Pour résumer, le terme de région naturelle est une notion assez vague qui désigne des territoires aux limites tout aussi incertaines. Cette imprécision, qui tempère l’autorité des cartes conventionnelles, nous a paru propice à décrire le continuum territorial qui est davantage une succession de nuances parfois ponctuées de ruptures franches – s’il fallait trouver une comparaison, on pourrait dire que les régions naturelles sont tour à tour des teintes d’aquarelle dont les contours se mélangent et des aplats de gouache dessinant des aires distinctes. 2»

Atlas des régions naturelles / carte des paysages / © Nelly Monnier et Eric Tabuchi

Cette cartographie se complète peu à peu de leurs photographies. Des cabanes, des granges, des silos, des vitrines, des zones commerciales, quelques rochers, quelques rivages, des champs, des arbres, un pylône, un stade, une église… Toutes ces photos sont soigneusement classées. Géographiquement d’abord. Puis par type de construction. Par matériaux. Par époque. Par forme et par couleur… Autant de moyens pour nous de prolonger leur errance derrière nos écrans. Une immense promenade que nous allons pouvoir faire durer longtemps, car si l’objectif est bien de garder 50 images en moyennes pour 450 régions cela fera un total d’environ 22 500 photos. Nelly Monnier et Eric Tabucchi en ont encore pour un moment.  

En fait, résume Nelly Monnier, l’Atlas des régions naturelles, c’est une excuse pour faire un immense road movie qui va encore durer au moins dix ans ! » Et Eric Tabuchi de préciser : « Enfin, plutôt un feuilleton balzacien, un roman-fleuve qu’on publie par épisodes !3 »

Images issues de la sélection croisée “ardoise” et “préfabriqué” © Atlas des régions naturelles / Archives ARN

La route, depuis le départ, est le continuum de leur mission et la voiture leur vaisseau d’exploration. C’est depuis elle qu’ils regardent le paysage, la France entière de manière continue et égale, mettant ainsi les grandes villes, les villages et les campagnes côte à côte, sans autres commentaires que ceux, parfois, qui apparaissent sur un panneau, sur un mur, ou dans l’incongruité de l’image.   Il leur est pourtant arrivé (rarement) de quitter la route, quand « déroutés », un territoire semble se dérober.  Alors la route ne suffit pas.

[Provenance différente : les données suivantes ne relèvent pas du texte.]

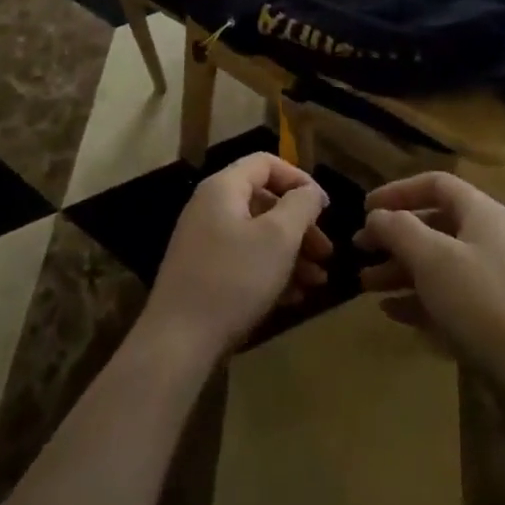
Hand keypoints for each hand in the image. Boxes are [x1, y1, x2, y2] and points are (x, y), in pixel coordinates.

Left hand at [140, 153, 333, 361]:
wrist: (178, 341)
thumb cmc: (233, 279)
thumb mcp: (278, 238)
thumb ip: (300, 206)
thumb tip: (310, 192)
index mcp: (224, 188)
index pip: (266, 163)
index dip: (299, 179)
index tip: (325, 208)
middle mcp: (211, 207)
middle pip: (264, 201)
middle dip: (300, 225)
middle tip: (326, 252)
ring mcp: (205, 241)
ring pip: (257, 234)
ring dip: (291, 253)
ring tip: (317, 281)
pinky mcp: (204, 273)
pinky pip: (244, 259)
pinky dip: (271, 271)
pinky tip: (294, 298)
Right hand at [355, 173, 504, 396]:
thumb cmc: (483, 304)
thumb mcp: (432, 259)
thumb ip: (398, 230)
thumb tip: (377, 216)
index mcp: (481, 213)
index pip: (435, 184)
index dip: (397, 191)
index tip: (365, 209)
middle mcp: (489, 239)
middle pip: (434, 225)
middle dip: (394, 236)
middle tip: (359, 250)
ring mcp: (494, 280)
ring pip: (438, 263)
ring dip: (400, 270)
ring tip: (365, 285)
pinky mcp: (494, 318)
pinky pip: (448, 297)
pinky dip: (419, 299)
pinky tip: (392, 312)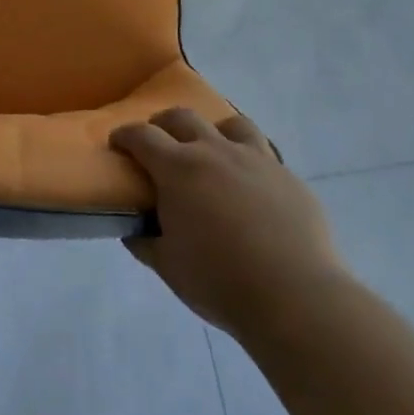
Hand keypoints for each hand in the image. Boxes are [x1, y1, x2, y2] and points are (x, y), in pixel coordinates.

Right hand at [112, 109, 345, 338]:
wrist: (295, 297)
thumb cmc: (220, 281)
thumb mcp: (168, 267)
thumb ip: (146, 243)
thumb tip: (134, 230)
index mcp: (179, 169)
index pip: (142, 136)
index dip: (125, 135)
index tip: (118, 142)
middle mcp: (216, 151)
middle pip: (183, 117)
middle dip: (163, 124)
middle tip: (159, 142)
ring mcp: (257, 159)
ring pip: (231, 124)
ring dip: (213, 131)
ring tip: (212, 151)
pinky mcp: (288, 177)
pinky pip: (265, 154)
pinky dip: (249, 161)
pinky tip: (251, 186)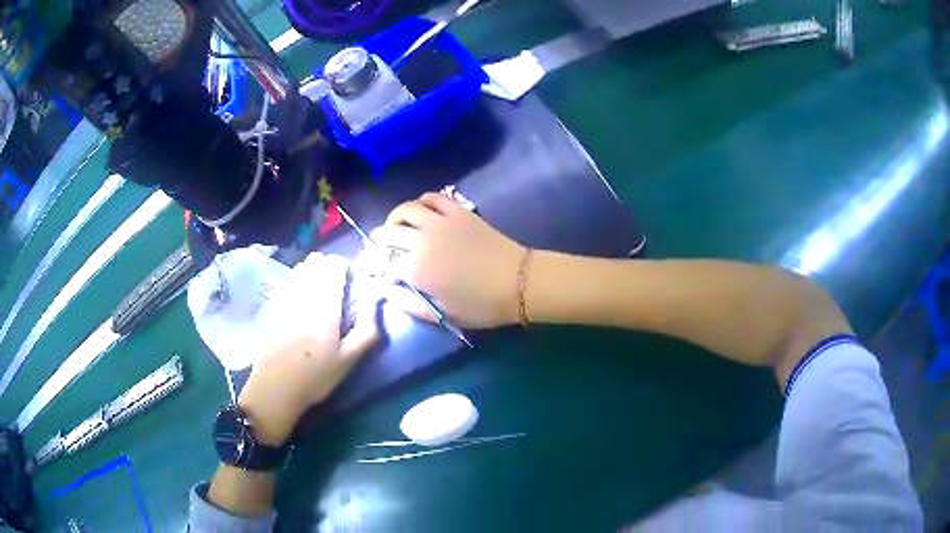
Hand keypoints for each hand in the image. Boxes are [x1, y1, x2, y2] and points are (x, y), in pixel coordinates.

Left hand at [237, 254, 378, 445]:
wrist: (275, 388)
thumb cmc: (316, 377)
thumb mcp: (349, 359)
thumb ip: (367, 329)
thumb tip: (375, 300)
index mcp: (325, 305)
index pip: (335, 266)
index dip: (345, 267)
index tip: (351, 280)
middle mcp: (304, 294)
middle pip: (316, 262)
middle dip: (329, 267)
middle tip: (336, 285)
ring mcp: (284, 298)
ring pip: (300, 269)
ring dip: (313, 272)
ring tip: (319, 291)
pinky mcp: (272, 307)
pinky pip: (288, 282)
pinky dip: (298, 282)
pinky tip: (301, 300)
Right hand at [371, 193, 525, 328]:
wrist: (518, 282)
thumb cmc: (481, 305)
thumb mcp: (443, 314)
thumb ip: (410, 304)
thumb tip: (387, 290)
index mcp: (416, 269)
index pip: (382, 262)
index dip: (374, 265)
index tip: (372, 267)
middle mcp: (421, 240)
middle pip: (388, 233)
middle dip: (379, 240)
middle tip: (380, 247)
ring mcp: (440, 222)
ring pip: (406, 209)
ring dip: (395, 217)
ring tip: (396, 226)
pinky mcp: (458, 211)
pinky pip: (432, 197)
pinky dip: (421, 202)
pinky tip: (422, 211)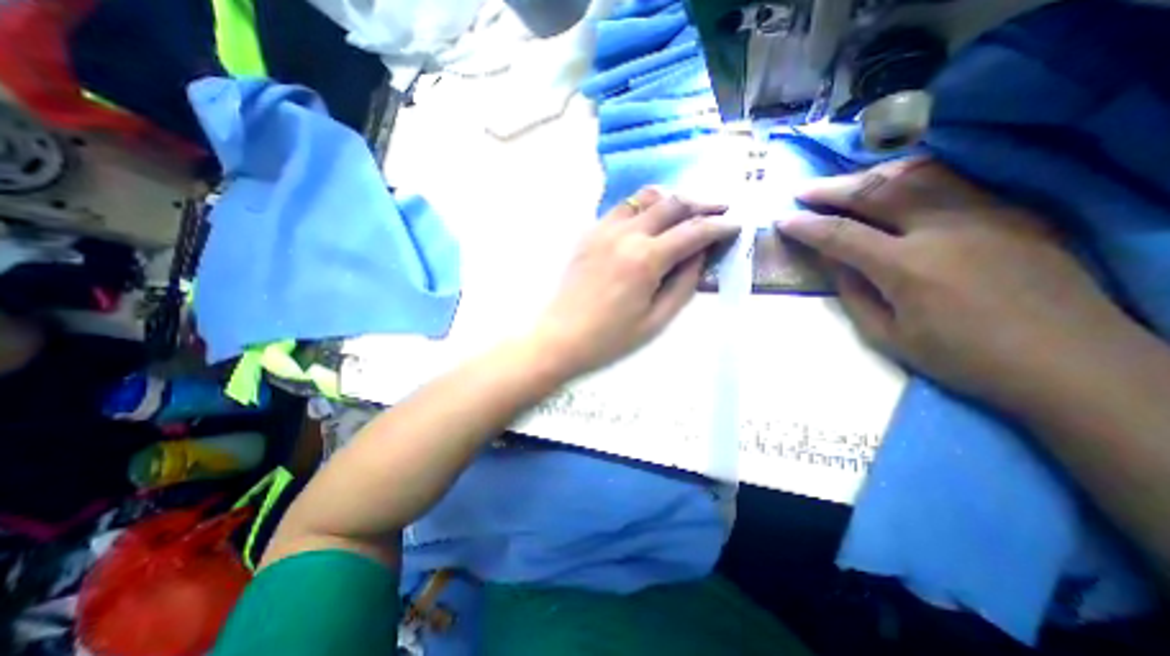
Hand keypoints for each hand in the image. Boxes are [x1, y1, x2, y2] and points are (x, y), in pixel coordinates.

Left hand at [534, 186, 732, 376]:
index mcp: (646, 259)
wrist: (560, 337)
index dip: (719, 226)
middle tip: (719, 211)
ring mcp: (603, 230)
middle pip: (672, 204)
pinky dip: (642, 207)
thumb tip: (699, 254)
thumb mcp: (656, 320)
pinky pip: (621, 208)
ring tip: (685, 211)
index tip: (735, 225)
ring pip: (644, 198)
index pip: (693, 231)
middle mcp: (626, 234)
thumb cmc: (610, 338)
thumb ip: (683, 283)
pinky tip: (649, 220)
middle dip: (701, 205)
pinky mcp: (589, 233)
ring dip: (671, 200)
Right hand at [781, 160, 1129, 408]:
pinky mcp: (1012, 210)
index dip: (806, 226)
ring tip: (843, 182)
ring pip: (916, 175)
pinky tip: (892, 184)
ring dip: (869, 175)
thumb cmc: (961, 356)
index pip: (841, 235)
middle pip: (876, 192)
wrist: (1069, 361)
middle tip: (803, 191)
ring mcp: (984, 213)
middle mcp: (944, 229)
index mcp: (907, 267)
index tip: (782, 220)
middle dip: (830, 189)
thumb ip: (852, 292)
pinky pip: (951, 180)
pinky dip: (910, 177)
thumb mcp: (887, 335)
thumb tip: (830, 259)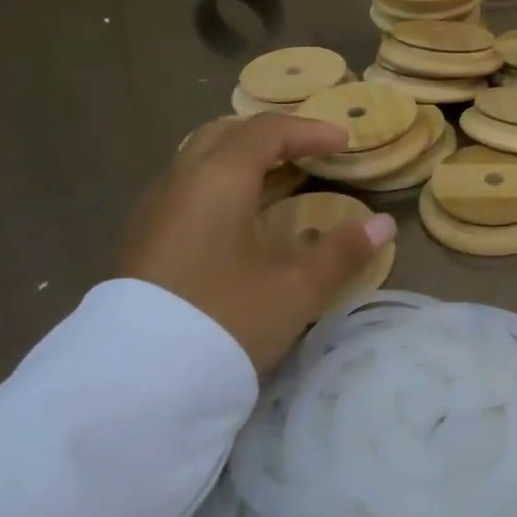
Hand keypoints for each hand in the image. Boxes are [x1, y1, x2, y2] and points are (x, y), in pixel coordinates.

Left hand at [116, 115, 395, 371]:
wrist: (133, 385)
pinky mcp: (140, 241)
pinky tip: (238, 221)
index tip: (345, 142)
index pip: (268, 131)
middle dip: (271, 136)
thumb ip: (342, 251)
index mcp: (218, 179)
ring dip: (242, 160)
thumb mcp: (296, 288)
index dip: (311, 130)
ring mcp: (153, 210)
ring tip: (278, 181)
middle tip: (307, 151)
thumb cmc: (223, 320)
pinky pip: (186, 189)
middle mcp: (180, 181)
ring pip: (200, 160)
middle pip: (227, 134)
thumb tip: (383, 224)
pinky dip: (220, 185)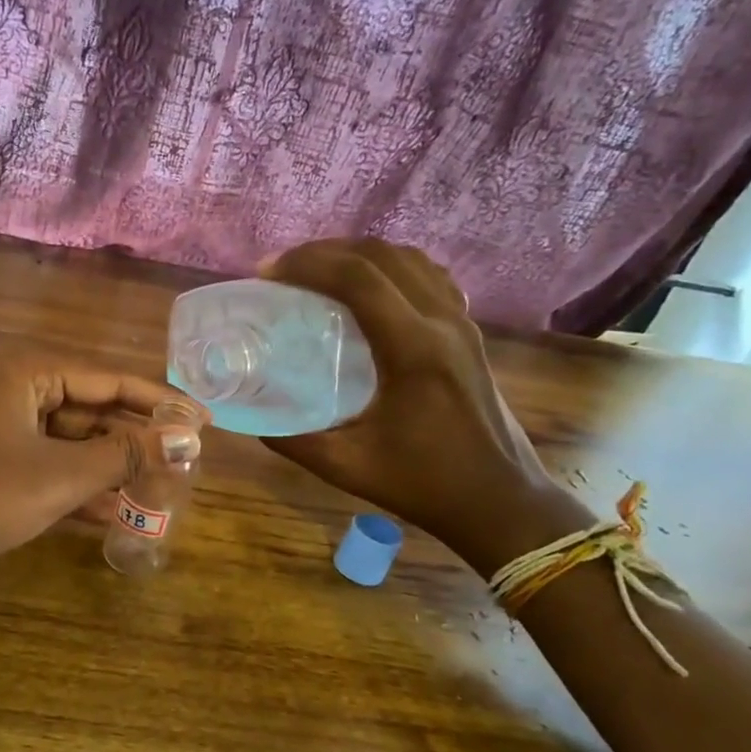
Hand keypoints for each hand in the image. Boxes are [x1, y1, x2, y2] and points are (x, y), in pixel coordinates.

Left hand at [0, 349, 203, 577]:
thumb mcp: (59, 476)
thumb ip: (123, 456)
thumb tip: (185, 440)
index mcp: (31, 370)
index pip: (113, 380)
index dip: (162, 403)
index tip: (207, 424)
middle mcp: (19, 386)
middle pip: (95, 409)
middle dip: (137, 441)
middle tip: (188, 465)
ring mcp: (5, 425)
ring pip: (75, 442)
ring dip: (112, 470)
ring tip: (163, 494)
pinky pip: (51, 465)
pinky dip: (80, 488)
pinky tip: (118, 516)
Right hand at [259, 239, 560, 562]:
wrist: (500, 501)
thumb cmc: (423, 484)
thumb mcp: (346, 467)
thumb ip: (292, 440)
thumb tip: (250, 416)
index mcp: (413, 350)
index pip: (358, 278)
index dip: (307, 263)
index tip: (267, 272)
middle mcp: (442, 322)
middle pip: (382, 256)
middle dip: (325, 251)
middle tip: (283, 269)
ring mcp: (461, 323)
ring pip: (408, 258)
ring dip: (358, 254)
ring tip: (318, 271)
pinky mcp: (468, 332)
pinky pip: (427, 276)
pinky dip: (389, 267)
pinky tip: (367, 289)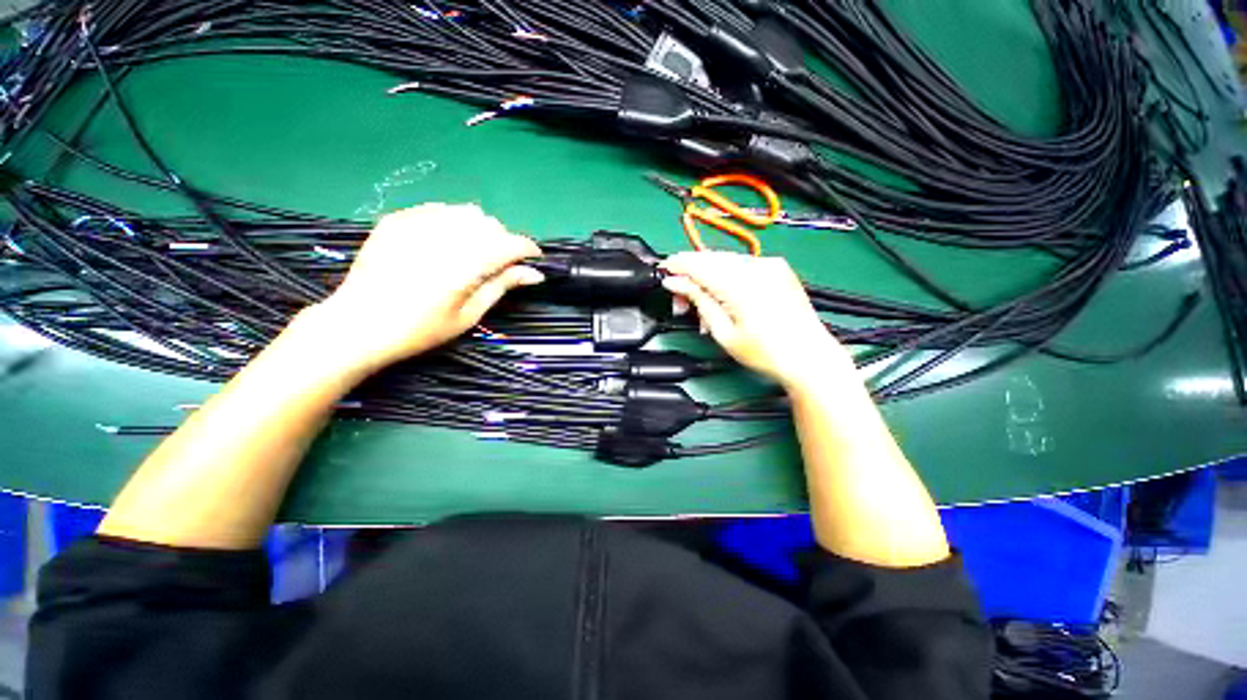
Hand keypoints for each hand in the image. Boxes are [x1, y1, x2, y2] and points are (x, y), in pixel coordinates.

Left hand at [299, 203, 542, 374]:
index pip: (509, 244)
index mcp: (463, 266)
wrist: (358, 325)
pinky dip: (453, 222)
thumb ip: (502, 286)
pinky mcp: (398, 219)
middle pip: (490, 224)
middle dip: (503, 241)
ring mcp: (416, 224)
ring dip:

“Jusqu’à ce qu’on aille en Bretagne, la route nous suffisait comme vitrine de l’architecture, parce que l’architecture est dépendante d’un réseau routier. Documentant l’architecture, il nous a semblé assez évident que, grosso modo, la route était un réservoir suffisant pour la représenter. En Bretagne, le bord de la route n’était plus suffisant. On a dû aller au-delà. En Haute-Savoie aussi la pratique du paysage est très différente. () La neige (..) nous a fait quitter la voiture. On s’est rendu compte de ce rapport étrange à la propriété en Haute-Savoie : à partir du moment où il neige, légalement, la propriété est abolie. On pouvait pénétrer des domaines qui sont d’ordinaire complètement clos et interdits d’accès.4

Images issues de la sélection croisée “moyenne montagne” et “curiosité naturelle” © Atlas des régions naturelles / Archives ARN

À parcourir toutes ces images, à croiser les entrées thématiques pour faire apparaitre sur nos écrans des collections issues du hasard (de nos clics et de nos envies), s’exerce une forme de fascination. Il y a le plaisir de retrouver ce que l’on a vu, comme cette incroyable villa Keller dont les excroissances sont perchées au-dessus de la Romanche, ou comme ce petit corpus d’image de la petite ville de son enfance : un bord de Loire, un grand pont, une glycine devenue arborescente, un cimetière dominé par son monument aux morts. Et puis l’envie grandissante d’emboiter le pas, de prendre également la route pour aller voir, en vrai, ce pavillon des années 70 aux discrets volets verts, cet hôtel étroit dont les lettres de l’enseigne semblent dégouliner, ce bosquet de conifère enserré de murs. Au milieu d’un pré.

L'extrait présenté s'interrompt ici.